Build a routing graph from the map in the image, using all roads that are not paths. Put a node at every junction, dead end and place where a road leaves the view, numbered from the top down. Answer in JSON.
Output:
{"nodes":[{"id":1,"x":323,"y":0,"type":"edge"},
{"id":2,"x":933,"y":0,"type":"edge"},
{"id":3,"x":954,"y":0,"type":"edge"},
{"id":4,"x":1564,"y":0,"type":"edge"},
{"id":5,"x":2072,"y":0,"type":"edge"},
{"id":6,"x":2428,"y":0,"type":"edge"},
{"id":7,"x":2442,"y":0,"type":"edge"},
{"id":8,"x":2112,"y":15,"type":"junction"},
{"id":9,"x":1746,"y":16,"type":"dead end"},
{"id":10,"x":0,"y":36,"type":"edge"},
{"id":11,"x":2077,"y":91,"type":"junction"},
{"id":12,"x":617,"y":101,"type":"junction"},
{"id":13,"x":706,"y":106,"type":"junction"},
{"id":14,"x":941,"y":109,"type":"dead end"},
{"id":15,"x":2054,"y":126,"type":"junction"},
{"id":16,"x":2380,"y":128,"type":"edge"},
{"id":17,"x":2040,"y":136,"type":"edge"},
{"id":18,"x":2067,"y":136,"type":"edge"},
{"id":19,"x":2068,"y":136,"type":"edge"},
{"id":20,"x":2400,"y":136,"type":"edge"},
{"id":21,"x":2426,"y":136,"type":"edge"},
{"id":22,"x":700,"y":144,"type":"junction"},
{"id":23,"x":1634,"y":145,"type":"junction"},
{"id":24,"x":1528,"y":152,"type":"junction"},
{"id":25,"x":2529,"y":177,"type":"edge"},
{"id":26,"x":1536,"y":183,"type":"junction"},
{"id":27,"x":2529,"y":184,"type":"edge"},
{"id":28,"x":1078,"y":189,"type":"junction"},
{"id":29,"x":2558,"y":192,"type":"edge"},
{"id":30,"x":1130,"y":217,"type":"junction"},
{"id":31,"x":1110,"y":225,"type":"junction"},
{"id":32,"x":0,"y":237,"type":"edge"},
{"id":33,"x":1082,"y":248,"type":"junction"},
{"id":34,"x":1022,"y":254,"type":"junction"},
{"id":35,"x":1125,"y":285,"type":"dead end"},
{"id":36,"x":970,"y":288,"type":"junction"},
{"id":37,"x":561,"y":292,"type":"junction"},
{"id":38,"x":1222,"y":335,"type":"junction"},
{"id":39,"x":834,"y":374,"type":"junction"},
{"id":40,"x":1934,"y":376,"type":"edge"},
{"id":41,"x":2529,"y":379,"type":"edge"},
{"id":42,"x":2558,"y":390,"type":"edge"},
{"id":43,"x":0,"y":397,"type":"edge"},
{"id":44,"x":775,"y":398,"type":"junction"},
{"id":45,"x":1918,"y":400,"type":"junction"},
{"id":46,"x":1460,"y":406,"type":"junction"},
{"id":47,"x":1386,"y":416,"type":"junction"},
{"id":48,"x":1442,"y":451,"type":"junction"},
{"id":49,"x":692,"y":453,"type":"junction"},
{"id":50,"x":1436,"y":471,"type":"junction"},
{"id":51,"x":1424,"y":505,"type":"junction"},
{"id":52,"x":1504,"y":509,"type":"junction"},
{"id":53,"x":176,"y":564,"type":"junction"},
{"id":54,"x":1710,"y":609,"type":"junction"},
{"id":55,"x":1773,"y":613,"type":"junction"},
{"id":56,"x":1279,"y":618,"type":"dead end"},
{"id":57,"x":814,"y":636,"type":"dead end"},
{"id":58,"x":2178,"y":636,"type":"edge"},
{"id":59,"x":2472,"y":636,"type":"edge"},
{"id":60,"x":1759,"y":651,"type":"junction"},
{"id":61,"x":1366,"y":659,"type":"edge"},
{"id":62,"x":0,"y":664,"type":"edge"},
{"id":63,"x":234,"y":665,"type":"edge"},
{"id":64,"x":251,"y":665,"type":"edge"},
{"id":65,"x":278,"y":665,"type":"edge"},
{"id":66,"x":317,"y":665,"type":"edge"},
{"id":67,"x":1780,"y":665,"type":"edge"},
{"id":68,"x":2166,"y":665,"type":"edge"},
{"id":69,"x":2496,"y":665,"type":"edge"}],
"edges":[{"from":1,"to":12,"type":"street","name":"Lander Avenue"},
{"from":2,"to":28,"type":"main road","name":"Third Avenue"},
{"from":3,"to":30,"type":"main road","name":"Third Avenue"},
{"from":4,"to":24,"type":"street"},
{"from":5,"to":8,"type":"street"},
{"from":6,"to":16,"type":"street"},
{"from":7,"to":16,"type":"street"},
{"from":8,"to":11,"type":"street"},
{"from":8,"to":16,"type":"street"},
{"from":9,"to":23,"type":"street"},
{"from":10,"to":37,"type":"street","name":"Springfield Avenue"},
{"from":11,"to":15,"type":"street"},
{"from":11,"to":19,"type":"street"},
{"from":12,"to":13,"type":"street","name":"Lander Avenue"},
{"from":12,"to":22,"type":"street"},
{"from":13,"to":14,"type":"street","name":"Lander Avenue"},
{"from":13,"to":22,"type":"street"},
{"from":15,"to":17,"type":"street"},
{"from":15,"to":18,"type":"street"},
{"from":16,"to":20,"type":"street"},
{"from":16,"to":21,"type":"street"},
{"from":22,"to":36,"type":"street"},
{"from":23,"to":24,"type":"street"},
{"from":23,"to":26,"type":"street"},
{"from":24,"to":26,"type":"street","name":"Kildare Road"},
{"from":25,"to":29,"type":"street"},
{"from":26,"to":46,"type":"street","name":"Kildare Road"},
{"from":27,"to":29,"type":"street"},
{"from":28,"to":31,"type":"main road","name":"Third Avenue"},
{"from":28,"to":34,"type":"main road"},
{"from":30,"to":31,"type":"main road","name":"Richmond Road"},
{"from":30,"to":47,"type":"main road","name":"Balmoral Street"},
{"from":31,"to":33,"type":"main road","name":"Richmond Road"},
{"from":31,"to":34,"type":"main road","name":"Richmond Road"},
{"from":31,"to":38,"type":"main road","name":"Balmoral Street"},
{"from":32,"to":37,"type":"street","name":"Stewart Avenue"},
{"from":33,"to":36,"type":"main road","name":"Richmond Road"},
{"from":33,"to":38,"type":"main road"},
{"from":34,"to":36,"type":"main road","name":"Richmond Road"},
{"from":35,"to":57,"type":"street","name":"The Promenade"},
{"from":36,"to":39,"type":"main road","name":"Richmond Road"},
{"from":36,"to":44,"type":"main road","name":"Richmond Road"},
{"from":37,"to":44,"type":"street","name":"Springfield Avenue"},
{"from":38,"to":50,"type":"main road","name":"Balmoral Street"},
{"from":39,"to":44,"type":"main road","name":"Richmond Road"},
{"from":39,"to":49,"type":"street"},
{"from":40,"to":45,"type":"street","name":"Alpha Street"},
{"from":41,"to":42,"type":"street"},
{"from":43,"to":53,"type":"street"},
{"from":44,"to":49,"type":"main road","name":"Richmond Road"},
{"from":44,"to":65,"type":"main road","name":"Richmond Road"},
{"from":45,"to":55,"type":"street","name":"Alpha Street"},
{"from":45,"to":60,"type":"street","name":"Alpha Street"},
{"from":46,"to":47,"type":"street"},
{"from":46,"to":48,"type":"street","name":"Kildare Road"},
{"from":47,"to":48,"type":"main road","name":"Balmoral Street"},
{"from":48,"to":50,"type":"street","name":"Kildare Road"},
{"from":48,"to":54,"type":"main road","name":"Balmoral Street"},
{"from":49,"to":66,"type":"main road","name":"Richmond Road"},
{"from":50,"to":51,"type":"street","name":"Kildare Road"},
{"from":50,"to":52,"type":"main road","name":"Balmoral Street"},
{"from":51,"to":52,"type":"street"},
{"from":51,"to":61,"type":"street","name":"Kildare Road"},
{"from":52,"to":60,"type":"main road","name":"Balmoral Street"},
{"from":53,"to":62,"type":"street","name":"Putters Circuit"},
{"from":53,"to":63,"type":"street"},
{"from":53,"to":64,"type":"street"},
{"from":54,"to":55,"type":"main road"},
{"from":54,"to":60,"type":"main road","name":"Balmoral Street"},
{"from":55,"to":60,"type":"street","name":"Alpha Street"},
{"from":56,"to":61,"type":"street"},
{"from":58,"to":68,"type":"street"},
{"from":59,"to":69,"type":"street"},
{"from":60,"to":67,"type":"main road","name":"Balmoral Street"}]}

--

## Exercise
Only the lines that contain the word "Richmond" should be copied from the material.

## Response area
{"from":30,"to":31,"type":"main road","name":"Richmond Road"},
{"from":31,"to":33,"type":"main road","name":"Richmond Road"},
{"from":31,"to":34,"type":"main road","name":"Richmond Road"},
{"from":33,"to":36,"type":"main road","name":"Richmond Road"},
{"from":34,"to":36,"type":"main road","name":"Richmond Road"},
{"from":36,"to":39,"type":"main road","name":"Richmond Road"},
{"from":36,"to":44,"type":"main road","name":"Richmond Road"},
{"from":39,"to":44,"type":"main road","name":"Richmond Road"},
{"from":44,"to":49,"type":"main road","name":"Richmond Road"},
{"from":44,"to":65,"type":"main road","name":"Richmond Road"},
{"from":49,"to":66,"type":"main road","name":"Richmond Road"},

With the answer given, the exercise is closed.